SURABAYA, 8 MARET 206 – Pemerintah Provinsi Jawa Timur terus mendorong percepatan penyediaan rumah layak bagi masyarakat berpenghasilan rendah (MBR).
Gubernur Jawa Timur Khofifah Indar Parawansa mengajak para pengembang yang tergabung dalam Real Estate Indonesia (REI) Jawa Timur memperkuat sinergi dengan pemerintah untuk memenuhi kebutuhan hunian terjangkau di daerah.
Ajakan tersebut disampaikan Khofifah saat menghadiri acara buka puasa bersama DPD REI Jawa Timur yang digelar di Sheraton Surabaya Hotel & Towers, Jumat (6/3/2026). Kegiatan ini juga dihadiri Menteri Agama RI Nasaruddin Umar, pengurus REI, pengembang, serta pelaku industri properti di Jawa Timur.
Ia menegaskan bahwa sektor perumahan memiliki peran strategis karena tidak hanya mendorong pertumbuhan ekonomi, tetapi juga meningkatkan kesejahteraan masyarakat melalui penyediaan hunian yang layak, terjangkau, dan berkualitas.
Kontribusi pengembang dalam penyediaan rumah untuk MBR di Jawa Timur terus meningkat. Tercatat, sebanyak 32.384 unit rumah MBR telah direncanakan dan dibangun oleh para pengembang.
Rinciannya meliputi 6.947 unit rumah siap huni, 10.087 unit dalam proses pembangunan, serta 15.350 unit yang direncanakan dibangun pada 2026.
Selain itu, program Fasilitas Likuiditas Pembiayaan Perumahan (FLPP) juga menunjukkan capaian signifikan di Jawa Timur. Dalam periode 2023–2025, sebanyak 45.543 unit rumah telah tersalurkan melalui skema FLPP dengan nilai pembiayaan sekitar Rp5,3 triliun.
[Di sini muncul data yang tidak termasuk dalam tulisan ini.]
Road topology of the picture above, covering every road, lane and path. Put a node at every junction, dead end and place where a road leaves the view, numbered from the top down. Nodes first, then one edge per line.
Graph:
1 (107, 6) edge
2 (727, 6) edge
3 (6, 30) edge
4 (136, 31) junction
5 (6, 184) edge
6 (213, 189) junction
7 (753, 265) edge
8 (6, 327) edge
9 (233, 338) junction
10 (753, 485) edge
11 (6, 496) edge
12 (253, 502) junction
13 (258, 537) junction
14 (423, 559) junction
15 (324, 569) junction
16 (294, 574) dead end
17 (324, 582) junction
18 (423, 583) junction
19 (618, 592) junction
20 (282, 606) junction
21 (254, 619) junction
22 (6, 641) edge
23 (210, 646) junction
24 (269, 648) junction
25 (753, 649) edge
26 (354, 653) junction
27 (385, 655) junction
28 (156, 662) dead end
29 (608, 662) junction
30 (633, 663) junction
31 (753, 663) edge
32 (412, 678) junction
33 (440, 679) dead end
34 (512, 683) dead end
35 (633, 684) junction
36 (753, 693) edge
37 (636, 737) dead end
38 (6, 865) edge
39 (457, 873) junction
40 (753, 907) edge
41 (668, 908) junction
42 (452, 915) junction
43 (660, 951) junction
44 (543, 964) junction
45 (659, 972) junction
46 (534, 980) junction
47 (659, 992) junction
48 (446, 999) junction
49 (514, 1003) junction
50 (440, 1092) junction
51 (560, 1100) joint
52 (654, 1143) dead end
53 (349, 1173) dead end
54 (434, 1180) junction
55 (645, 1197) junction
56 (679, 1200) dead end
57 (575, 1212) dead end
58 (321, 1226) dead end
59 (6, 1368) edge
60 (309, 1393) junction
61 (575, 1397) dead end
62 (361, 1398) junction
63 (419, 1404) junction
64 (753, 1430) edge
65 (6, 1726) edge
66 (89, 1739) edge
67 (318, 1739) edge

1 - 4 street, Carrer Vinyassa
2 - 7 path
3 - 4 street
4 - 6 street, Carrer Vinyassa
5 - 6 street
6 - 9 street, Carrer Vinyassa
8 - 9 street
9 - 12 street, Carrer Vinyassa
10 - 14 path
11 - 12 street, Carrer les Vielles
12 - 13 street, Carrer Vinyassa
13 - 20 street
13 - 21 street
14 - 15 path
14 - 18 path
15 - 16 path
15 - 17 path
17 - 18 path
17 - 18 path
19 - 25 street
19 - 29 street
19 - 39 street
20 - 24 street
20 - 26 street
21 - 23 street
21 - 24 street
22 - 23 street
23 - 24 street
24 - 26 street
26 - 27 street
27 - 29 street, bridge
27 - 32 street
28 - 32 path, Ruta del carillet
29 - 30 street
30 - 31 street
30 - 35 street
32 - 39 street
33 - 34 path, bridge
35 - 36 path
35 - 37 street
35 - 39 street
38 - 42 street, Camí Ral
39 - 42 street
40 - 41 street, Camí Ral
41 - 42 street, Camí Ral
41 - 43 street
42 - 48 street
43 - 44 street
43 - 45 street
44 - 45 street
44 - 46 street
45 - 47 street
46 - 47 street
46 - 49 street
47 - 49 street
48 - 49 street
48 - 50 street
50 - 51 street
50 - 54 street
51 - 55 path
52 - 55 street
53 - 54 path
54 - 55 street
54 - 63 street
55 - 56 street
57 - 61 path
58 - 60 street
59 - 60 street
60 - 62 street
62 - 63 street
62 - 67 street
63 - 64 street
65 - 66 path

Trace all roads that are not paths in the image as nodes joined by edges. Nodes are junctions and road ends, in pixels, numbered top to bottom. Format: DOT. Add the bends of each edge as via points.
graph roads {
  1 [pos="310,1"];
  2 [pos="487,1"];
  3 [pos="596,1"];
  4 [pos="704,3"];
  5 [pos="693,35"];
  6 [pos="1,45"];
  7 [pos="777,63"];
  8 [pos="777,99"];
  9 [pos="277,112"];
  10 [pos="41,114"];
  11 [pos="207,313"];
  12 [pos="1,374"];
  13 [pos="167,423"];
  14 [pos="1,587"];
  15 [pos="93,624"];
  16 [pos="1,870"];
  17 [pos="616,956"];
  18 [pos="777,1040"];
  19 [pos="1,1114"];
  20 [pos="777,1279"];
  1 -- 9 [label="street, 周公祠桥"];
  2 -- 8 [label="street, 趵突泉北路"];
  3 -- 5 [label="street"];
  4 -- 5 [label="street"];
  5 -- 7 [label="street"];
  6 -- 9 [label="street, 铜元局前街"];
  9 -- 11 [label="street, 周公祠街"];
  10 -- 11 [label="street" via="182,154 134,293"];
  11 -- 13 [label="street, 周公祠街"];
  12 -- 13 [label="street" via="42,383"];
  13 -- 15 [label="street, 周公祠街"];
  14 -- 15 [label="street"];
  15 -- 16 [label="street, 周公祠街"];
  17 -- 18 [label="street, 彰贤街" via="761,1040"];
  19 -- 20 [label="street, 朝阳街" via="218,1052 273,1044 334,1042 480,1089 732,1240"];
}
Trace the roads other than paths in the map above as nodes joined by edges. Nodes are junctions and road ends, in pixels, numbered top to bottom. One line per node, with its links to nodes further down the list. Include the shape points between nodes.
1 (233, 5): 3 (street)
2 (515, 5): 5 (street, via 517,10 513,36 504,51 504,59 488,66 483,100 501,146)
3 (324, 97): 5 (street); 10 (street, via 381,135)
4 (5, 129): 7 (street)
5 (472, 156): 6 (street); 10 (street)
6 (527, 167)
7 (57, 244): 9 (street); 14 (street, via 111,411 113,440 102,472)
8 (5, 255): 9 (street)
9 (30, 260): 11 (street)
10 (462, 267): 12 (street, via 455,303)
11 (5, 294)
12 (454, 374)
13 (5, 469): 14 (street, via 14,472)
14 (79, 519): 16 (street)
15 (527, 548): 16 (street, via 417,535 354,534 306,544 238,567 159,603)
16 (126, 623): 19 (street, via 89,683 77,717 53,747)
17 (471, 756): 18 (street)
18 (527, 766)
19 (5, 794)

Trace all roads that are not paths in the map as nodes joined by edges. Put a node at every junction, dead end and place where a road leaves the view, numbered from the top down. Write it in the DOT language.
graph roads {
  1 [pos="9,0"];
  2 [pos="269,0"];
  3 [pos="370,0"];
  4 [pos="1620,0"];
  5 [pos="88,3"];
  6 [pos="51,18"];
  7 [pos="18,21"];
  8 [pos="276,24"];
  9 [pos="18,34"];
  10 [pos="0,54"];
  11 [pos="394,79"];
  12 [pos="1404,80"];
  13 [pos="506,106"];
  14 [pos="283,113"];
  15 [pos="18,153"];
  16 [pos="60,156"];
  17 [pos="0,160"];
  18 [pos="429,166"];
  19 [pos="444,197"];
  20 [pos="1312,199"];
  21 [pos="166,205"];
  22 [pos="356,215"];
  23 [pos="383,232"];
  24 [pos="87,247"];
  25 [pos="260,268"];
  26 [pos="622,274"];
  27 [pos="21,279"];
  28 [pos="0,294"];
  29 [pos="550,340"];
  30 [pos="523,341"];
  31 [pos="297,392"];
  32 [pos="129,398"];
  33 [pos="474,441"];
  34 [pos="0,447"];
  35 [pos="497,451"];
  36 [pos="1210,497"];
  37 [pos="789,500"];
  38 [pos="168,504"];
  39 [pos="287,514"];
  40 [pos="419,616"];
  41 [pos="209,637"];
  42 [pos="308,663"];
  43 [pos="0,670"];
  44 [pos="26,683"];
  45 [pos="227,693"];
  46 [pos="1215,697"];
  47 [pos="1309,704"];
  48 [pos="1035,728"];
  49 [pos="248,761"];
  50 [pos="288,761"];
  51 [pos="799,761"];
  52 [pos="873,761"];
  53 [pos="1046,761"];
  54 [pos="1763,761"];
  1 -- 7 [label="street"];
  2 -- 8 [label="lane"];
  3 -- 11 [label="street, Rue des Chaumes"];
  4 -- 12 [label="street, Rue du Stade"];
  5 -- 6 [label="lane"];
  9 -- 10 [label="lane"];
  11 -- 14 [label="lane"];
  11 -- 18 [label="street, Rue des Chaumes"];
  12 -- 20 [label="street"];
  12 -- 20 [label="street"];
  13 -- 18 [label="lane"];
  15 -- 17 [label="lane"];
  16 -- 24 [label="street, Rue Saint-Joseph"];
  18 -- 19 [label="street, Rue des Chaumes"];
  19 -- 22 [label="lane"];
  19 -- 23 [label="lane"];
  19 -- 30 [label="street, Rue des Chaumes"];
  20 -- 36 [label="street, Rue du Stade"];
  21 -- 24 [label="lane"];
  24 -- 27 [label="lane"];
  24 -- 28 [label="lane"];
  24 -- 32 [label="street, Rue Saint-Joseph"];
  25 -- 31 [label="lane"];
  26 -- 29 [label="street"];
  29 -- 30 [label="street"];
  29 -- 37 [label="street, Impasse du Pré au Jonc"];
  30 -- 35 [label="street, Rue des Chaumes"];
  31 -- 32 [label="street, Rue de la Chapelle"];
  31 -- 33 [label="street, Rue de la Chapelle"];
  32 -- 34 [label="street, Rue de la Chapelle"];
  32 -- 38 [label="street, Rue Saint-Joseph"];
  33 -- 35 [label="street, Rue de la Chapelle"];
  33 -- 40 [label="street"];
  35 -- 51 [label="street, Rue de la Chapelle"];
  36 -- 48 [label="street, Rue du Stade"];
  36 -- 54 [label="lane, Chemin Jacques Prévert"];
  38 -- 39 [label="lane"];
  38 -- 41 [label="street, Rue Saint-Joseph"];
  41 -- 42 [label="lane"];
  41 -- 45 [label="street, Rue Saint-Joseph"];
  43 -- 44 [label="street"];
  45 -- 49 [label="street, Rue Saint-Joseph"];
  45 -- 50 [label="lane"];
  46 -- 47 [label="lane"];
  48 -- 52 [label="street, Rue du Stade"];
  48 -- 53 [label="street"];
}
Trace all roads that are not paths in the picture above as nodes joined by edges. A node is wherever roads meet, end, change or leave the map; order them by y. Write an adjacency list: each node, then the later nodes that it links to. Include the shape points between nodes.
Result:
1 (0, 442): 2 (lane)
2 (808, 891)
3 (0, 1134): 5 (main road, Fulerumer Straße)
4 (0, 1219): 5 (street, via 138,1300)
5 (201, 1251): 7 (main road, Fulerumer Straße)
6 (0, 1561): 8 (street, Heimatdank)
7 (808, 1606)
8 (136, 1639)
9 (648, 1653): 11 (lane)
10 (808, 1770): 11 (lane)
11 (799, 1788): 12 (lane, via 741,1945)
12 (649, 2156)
Sementara hingga Januari 2026, penyaluran FLPP di Jawa Timur telah mencapai 795 unit rumah. Dengan capaian tersebut, Jawa Timur menjadi salah satu daerah dengan kontribusi terbesar dalam penyaluran FLPP secara nasional.
Khofifah menjelaskan bahwa pemerintah terus menghadirkan berbagai kebijakan strategis untuk mempercepat pembangunan perumahan, termasuk melalui program pembangunan tiga juta rumah.
Program tersebut menargetkan pembangunan 1 juta rumah di kawasan perkotaan dan 2 juta rumah di wilayah pedesaan untuk mengurangi backlog perumahan sekaligus memperluas akses masyarakat terhadap hunian layak.
Menurutnya, peran pengembang sangat penting dalam mendukung program tersebut karena sektor properti memiliki dampak ekonomi yang luas.
“Kontribusi para pengembang tidak hanya mendorong pertumbuhan ekonomi daerah, tetapi juga membuka lapangan kerja dan membantu masyarakat memperoleh hunian yang layak,” kata Khofifah.
Ia berharap REI Jawa Timur dapat terus menjadi mitra strategis pemerintah dalam mempercepat pemenuhan kebutuhan rumah bagi masyarakat, khususnya kelompok MBR.
Khofifah berharap kebersamaan antara pemerintah, pengembang, dan masyarakat dapat semakin memperkuat upaya menghadirkan lebih banyak hunian layak dan terjangkau bagi masyarakat Jawa Timur.